(Entries taken from a collection)

--- --- ---

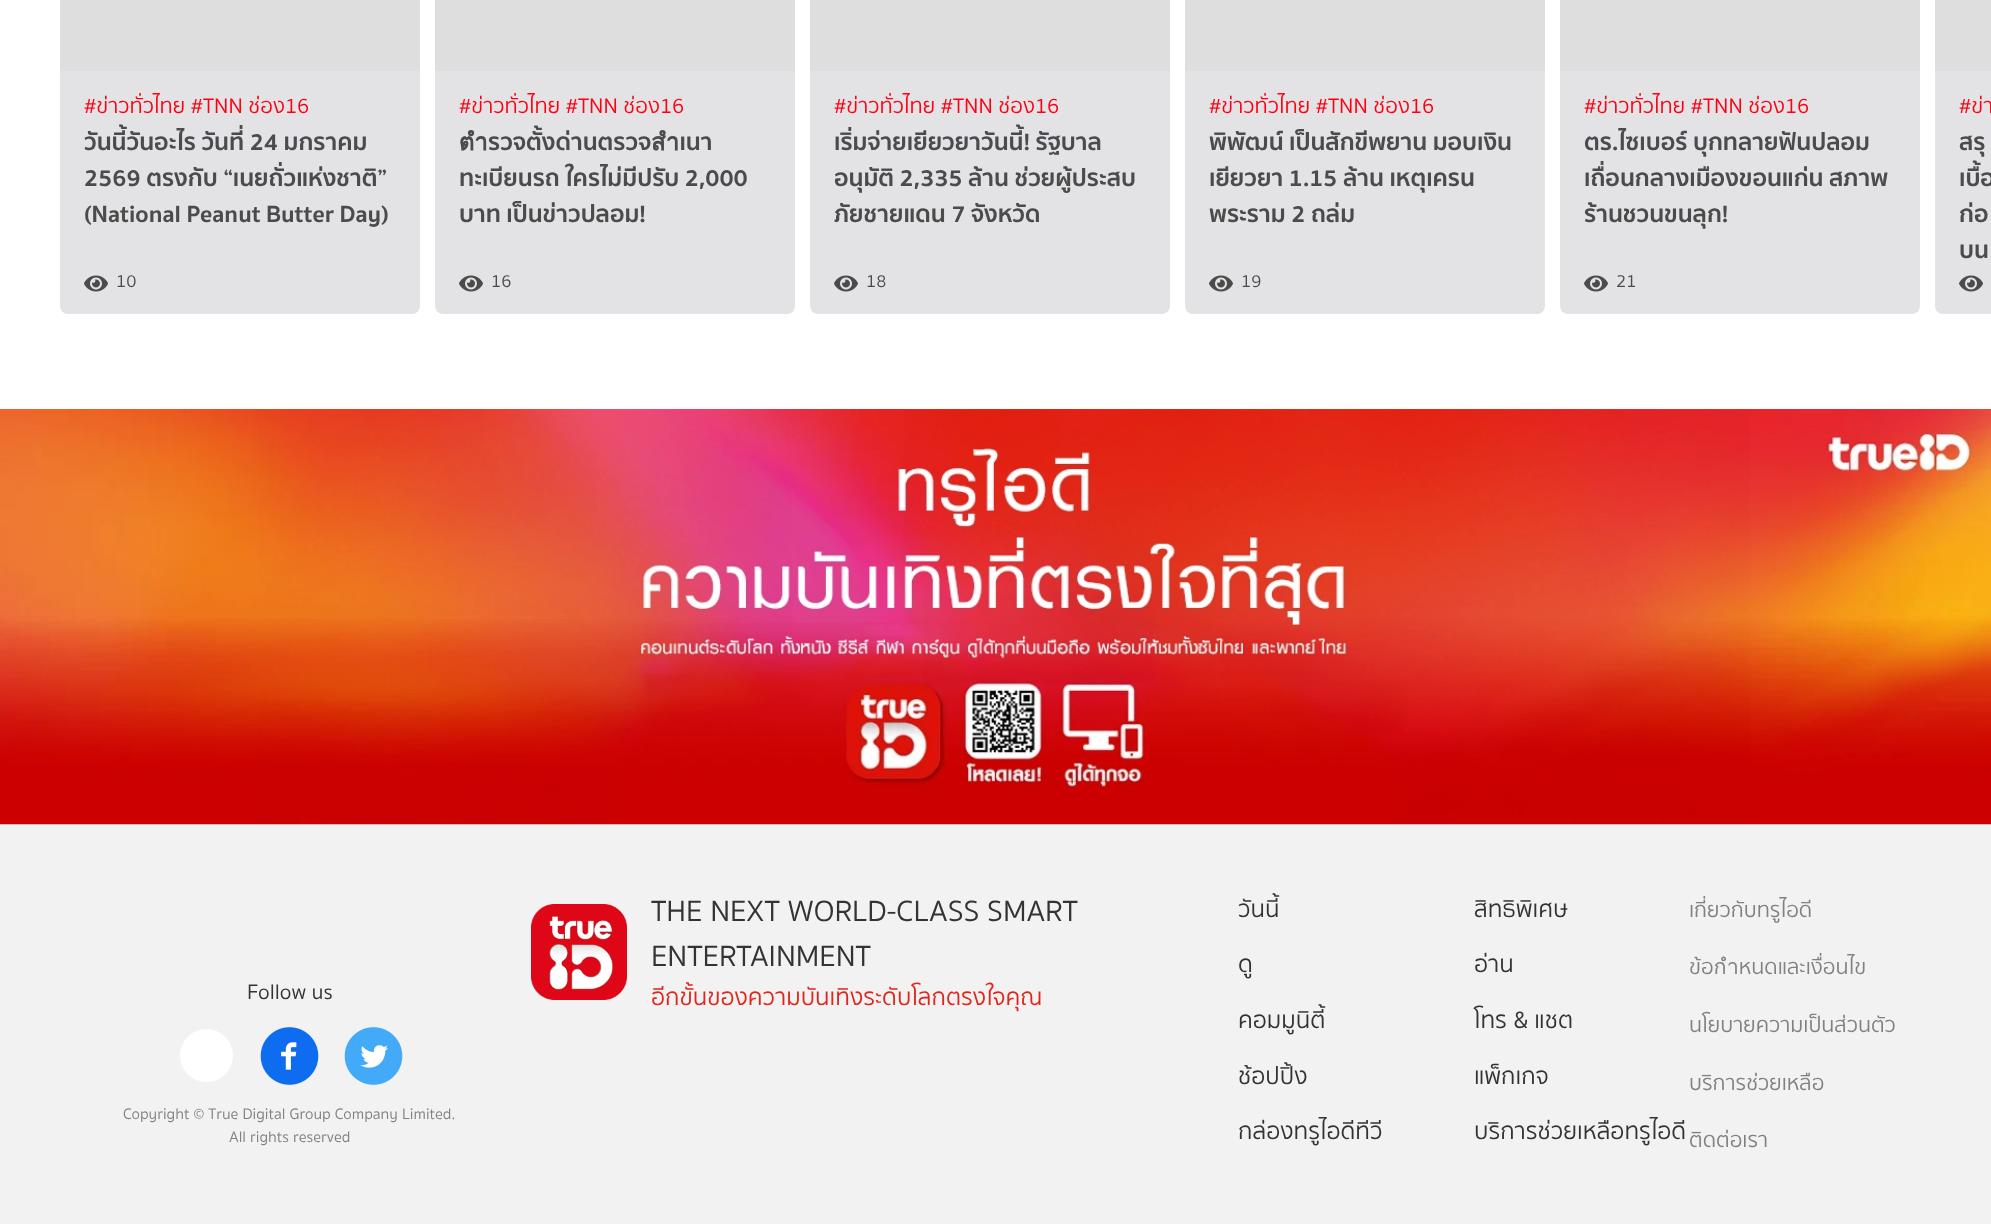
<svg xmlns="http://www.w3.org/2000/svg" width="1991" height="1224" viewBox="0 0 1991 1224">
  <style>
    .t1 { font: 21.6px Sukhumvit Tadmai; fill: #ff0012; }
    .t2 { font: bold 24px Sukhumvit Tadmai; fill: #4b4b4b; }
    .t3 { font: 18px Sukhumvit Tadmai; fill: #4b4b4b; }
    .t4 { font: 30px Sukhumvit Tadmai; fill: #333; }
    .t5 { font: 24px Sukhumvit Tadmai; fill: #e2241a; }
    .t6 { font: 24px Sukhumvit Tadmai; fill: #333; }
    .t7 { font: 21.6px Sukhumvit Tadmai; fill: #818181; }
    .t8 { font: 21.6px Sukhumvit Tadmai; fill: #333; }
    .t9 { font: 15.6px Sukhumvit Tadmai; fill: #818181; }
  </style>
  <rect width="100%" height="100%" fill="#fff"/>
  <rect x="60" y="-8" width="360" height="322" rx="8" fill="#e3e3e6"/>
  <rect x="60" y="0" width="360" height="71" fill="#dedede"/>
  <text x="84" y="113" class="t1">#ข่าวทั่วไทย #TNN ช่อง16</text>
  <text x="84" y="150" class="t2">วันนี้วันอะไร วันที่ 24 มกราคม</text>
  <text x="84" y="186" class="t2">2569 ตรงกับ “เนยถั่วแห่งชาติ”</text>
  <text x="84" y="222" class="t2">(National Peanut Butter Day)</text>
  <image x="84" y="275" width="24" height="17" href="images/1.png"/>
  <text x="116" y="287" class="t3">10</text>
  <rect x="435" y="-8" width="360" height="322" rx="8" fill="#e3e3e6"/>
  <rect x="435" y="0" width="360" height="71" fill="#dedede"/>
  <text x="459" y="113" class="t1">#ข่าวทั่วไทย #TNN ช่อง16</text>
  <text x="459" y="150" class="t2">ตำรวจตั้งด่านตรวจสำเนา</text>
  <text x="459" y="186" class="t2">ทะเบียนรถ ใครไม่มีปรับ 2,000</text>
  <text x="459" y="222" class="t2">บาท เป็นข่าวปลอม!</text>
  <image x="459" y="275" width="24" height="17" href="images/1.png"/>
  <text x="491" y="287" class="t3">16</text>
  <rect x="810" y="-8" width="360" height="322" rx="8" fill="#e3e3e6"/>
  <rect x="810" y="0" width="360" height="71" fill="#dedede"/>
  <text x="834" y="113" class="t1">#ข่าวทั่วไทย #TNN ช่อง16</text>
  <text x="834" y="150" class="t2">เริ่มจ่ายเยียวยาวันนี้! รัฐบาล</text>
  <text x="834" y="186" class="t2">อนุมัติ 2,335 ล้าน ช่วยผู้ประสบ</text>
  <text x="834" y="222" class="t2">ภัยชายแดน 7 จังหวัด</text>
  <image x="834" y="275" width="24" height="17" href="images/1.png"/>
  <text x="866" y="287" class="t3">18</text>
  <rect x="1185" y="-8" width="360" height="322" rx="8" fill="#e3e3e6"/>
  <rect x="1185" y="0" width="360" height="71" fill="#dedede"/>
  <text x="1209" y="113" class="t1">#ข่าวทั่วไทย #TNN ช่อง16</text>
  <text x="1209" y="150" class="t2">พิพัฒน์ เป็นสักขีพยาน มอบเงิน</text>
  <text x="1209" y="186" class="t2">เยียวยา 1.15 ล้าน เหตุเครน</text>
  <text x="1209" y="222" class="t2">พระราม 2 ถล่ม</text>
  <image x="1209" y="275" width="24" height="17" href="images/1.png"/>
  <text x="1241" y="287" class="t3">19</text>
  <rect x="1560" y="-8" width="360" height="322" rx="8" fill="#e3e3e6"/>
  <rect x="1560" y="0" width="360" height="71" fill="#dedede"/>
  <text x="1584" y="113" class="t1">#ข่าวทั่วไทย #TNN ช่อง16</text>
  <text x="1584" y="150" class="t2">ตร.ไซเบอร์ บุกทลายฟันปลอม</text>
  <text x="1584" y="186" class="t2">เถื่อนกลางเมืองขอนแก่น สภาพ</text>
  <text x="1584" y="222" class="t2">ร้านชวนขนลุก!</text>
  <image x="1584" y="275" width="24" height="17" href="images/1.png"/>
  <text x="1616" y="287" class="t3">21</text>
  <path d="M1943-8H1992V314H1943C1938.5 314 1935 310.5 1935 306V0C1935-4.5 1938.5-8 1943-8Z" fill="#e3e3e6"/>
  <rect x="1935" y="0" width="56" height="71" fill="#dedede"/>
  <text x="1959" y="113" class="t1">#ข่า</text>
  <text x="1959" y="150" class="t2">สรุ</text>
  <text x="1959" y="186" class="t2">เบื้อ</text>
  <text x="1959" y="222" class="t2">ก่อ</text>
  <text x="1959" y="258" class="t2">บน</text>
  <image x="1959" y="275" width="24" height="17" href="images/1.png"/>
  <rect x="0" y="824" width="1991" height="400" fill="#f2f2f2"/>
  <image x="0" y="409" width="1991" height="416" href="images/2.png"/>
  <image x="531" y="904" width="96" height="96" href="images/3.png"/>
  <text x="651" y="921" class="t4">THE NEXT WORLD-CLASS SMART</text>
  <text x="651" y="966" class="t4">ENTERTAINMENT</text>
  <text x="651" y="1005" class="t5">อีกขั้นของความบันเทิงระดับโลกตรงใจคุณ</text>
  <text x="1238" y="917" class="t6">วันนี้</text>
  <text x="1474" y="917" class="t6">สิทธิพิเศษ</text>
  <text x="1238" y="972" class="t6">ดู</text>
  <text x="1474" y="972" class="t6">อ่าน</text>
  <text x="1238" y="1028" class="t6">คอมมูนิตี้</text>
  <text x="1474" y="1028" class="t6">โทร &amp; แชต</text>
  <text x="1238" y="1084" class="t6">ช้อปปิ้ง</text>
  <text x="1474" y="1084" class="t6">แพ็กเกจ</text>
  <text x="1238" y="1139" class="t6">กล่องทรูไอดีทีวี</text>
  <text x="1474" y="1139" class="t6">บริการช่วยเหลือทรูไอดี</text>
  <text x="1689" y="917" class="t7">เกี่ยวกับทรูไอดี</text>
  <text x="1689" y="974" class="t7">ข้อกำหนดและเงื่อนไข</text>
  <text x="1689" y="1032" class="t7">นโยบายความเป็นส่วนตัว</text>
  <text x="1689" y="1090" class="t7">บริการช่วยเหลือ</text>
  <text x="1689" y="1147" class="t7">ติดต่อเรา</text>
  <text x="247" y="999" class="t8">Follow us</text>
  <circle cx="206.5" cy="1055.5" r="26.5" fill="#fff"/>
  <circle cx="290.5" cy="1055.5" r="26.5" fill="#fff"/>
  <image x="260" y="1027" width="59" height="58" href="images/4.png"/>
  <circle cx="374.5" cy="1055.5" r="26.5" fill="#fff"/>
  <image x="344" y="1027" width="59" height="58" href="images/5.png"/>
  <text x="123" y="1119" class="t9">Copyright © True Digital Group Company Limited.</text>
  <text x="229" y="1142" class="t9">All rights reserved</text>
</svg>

--- --- ---

#### PROBLEM
Show every line above in which the word "วยเหล" appears.

#### ANSWER TO THE PROBLEM
  <text x="1474" y="1139" class="t6">บริการช่วยเหลือทรูไอดี</text>
  <text x="1689" y="1090" class="t7">บริการช่วยเหลือ</text>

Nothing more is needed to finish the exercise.